You're setting up Terraform for three environments: dev, staging, and production. A team member suggests using workspaces: `terraform workspace new dev`, `terraform workspace new prod`. Another suggests separate directories. Your 15-person team has mixed skill levels. Which approach and why?
Use separate directories for environments in production. Workspaces have severe drawbacks: state files are in same backend making accidental deletes catastrophic, easy to switch workspaces by mistake (`terraform workspace select prod` while intending dev), hard to isolate IAM permissions (all environments use same backend bucket), impossible to parallel-test changes in different environments. Directory structure: `terraform/dev/`, `terraform/staging/`, `terraform/prod/` allows separate backends, different IAM roles, independent CI/CD pipelines, clear visual separation, prevents mistakes. Each directory has identical `main.tf`, `variables.tf`, `outputs.tf` with environment-specific `terraform.tfvars`. Use workspaces ONLY for temporary feature branches within same environment or non-production feature testing. For 15-person team, directory structure scales better and reduces human error.

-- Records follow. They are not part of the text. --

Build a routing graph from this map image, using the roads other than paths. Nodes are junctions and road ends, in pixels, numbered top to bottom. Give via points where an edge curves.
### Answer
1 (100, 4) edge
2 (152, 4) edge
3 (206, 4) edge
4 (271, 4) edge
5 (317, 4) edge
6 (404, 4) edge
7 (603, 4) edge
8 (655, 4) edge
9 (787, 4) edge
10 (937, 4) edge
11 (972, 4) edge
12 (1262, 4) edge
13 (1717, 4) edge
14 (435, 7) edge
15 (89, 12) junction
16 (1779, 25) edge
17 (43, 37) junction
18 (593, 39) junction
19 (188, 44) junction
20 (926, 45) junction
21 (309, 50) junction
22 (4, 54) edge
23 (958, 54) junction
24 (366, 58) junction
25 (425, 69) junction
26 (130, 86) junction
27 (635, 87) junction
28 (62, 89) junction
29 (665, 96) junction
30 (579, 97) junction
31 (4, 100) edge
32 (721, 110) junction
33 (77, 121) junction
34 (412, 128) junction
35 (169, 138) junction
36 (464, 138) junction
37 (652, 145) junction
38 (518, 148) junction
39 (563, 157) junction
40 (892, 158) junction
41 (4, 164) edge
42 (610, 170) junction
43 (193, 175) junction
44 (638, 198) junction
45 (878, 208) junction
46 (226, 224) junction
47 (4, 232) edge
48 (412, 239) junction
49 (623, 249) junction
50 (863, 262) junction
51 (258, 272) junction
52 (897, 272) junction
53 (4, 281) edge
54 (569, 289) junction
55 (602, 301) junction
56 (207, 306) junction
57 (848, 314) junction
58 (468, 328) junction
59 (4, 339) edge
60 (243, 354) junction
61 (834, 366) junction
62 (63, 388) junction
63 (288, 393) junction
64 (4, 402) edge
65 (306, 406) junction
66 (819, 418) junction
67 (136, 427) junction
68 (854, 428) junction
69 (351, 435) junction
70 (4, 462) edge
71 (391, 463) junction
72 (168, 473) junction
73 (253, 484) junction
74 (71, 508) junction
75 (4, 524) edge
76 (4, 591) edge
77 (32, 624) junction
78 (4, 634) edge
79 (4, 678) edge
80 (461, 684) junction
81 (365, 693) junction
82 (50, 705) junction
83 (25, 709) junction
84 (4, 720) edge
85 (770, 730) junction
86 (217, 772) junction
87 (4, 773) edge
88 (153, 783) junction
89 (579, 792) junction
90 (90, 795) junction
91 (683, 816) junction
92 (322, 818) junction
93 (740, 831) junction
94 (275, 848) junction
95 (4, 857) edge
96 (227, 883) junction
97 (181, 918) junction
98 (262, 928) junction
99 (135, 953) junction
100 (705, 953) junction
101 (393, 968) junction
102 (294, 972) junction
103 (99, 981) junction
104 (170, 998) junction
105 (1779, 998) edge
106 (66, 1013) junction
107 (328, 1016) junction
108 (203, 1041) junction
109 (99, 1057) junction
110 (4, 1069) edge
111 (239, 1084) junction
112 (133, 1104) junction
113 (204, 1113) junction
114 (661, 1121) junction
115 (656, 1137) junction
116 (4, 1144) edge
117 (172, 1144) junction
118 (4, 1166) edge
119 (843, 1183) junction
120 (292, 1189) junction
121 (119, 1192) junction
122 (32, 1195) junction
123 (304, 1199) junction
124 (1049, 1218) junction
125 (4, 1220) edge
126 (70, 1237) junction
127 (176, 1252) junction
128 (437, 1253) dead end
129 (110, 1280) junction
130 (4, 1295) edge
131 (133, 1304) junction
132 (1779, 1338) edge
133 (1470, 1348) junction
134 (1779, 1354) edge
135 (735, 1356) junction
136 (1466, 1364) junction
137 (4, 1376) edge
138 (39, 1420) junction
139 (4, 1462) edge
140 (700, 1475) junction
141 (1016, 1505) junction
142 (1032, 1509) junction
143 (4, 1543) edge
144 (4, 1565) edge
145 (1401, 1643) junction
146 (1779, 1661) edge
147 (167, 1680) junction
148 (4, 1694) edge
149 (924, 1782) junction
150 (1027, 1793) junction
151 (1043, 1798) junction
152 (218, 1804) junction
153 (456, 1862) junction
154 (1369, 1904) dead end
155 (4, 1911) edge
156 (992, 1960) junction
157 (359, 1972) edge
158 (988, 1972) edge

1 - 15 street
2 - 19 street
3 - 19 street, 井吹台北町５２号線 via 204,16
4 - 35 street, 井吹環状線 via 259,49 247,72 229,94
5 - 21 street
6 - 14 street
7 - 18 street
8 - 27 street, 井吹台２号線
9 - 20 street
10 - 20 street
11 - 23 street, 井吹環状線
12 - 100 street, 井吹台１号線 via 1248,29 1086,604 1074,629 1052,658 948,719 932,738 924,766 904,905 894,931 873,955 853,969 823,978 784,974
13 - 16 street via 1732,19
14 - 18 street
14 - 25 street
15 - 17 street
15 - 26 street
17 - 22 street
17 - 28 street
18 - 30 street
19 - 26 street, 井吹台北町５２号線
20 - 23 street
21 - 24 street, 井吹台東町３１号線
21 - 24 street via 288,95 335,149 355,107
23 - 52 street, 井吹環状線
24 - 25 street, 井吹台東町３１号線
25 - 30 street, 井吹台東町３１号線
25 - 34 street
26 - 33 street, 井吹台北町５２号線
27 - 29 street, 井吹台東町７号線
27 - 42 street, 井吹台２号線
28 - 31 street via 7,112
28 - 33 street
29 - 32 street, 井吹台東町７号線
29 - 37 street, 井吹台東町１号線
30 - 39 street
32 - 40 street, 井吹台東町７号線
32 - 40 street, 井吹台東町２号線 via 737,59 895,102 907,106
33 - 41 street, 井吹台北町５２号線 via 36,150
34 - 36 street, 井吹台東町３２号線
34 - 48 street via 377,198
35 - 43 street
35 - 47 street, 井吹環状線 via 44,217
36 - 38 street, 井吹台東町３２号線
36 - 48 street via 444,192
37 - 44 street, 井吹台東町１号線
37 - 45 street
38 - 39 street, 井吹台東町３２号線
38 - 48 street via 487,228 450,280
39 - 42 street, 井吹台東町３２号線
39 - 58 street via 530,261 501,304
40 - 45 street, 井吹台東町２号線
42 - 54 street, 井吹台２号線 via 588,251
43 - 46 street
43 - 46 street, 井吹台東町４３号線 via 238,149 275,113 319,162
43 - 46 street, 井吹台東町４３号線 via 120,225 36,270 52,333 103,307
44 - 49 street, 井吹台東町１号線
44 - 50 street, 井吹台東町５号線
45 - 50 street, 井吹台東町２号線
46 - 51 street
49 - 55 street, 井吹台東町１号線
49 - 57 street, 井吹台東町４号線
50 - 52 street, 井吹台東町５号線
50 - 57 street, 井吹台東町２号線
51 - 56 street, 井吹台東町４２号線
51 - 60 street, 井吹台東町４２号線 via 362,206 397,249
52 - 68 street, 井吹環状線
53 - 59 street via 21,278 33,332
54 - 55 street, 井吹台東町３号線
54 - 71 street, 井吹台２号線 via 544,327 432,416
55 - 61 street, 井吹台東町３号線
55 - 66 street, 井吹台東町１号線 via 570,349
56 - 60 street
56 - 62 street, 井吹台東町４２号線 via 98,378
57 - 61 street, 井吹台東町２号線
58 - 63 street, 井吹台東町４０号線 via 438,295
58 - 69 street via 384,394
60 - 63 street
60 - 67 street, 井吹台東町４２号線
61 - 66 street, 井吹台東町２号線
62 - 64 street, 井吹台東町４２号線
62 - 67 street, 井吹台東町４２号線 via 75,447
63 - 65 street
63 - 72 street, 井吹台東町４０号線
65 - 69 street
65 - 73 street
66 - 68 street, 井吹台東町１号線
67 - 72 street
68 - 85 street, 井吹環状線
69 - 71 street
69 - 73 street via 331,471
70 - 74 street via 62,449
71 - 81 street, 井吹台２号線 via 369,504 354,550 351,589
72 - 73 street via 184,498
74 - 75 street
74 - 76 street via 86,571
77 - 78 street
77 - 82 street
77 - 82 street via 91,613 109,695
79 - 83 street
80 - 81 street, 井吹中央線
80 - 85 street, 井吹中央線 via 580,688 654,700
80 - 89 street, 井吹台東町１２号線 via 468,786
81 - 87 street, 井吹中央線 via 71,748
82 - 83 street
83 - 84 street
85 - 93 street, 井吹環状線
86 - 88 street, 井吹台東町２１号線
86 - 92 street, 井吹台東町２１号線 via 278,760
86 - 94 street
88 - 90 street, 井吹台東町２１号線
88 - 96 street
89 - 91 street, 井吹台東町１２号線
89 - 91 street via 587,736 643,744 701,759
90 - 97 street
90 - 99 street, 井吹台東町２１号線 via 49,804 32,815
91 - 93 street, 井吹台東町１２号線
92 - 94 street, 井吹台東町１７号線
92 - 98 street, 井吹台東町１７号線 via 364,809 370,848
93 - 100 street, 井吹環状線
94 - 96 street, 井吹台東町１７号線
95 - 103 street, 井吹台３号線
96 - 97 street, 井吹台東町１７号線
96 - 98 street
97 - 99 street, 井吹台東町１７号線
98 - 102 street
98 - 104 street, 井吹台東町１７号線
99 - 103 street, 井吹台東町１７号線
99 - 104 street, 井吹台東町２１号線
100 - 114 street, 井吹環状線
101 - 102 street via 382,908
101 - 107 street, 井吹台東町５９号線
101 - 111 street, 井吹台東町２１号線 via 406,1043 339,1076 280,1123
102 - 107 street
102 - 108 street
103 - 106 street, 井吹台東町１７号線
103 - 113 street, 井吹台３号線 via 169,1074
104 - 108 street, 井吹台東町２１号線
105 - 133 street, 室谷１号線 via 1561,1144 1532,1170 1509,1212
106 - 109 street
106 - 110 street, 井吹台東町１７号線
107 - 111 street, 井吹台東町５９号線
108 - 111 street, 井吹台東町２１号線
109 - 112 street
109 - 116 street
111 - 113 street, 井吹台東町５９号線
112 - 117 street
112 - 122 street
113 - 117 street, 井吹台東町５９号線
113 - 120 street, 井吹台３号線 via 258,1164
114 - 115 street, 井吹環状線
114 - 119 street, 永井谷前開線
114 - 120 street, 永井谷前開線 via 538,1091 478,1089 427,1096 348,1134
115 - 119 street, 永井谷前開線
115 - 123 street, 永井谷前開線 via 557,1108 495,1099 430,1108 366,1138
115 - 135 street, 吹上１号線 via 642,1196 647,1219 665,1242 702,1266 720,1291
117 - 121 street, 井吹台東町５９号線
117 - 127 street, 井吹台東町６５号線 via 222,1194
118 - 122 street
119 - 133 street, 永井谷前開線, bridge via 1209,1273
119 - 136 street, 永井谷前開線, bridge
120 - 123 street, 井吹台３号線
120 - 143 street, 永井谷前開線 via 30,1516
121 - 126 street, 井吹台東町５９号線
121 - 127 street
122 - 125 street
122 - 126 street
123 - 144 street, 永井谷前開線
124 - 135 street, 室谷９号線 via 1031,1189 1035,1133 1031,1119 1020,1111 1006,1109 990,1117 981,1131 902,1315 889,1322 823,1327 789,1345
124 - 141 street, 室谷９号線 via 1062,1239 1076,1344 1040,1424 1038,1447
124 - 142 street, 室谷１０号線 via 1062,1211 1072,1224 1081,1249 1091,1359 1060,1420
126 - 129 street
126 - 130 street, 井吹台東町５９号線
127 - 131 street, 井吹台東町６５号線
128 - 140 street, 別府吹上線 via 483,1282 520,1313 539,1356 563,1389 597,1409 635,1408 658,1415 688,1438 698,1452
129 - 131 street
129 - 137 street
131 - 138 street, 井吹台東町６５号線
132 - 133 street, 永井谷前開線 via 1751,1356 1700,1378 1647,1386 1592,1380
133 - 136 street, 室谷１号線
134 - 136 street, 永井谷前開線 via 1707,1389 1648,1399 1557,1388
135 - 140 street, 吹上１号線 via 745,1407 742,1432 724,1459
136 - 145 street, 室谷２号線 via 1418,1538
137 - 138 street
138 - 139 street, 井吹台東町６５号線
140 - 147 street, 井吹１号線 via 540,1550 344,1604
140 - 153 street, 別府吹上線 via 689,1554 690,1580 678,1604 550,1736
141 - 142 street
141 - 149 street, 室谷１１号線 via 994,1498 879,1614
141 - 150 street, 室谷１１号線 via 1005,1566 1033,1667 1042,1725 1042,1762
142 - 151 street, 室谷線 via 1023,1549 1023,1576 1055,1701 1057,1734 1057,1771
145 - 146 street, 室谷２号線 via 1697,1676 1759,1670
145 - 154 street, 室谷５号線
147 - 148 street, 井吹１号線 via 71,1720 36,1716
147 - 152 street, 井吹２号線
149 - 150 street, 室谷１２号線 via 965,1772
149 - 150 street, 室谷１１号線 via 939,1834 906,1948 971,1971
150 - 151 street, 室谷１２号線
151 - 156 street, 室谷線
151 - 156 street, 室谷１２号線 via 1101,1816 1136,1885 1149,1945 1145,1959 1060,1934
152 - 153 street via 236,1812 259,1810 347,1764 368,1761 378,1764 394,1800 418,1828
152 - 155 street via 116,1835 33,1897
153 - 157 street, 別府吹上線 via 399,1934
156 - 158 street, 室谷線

Follow-up: How would you structure shared modules to be used across these environment directories?
A team member accidentally ran `terraform destroy` in the wrong workspace and destroyed production networking. Rollback was difficult. How do you prevent this with directory structure?
Directory structure + IAM provides defense-in-depth: 1) Separate backend buckets per environment: prod uses `tf-state-prod` bucket, only accessible to prod IAM role. Dev engineers don't have credentials. 2) Run directory-specific CI/CD: dev pipeline only runs `terraform/dev/`, prod requires 2-approvals before applying. 3) Add destroy restrictions: `resource "aws_s3_bucket" "critical" { lifecycle { prevent_destroy = true } }` in prod, nowhere else. 4) Use Terraform Cloud workspaces at org level: create separate TFC organizations for prod vs dev, different API tokens. 5) Add confirmation gates: apply scripts require human confirmation for prod. 6) Add pre-hooks: script checks `terraform plan | grep destroy` and posts to Slack for review before allowing apply. 7) Use `terraform workspace` within directories for temporary testing if needed, but never for environments.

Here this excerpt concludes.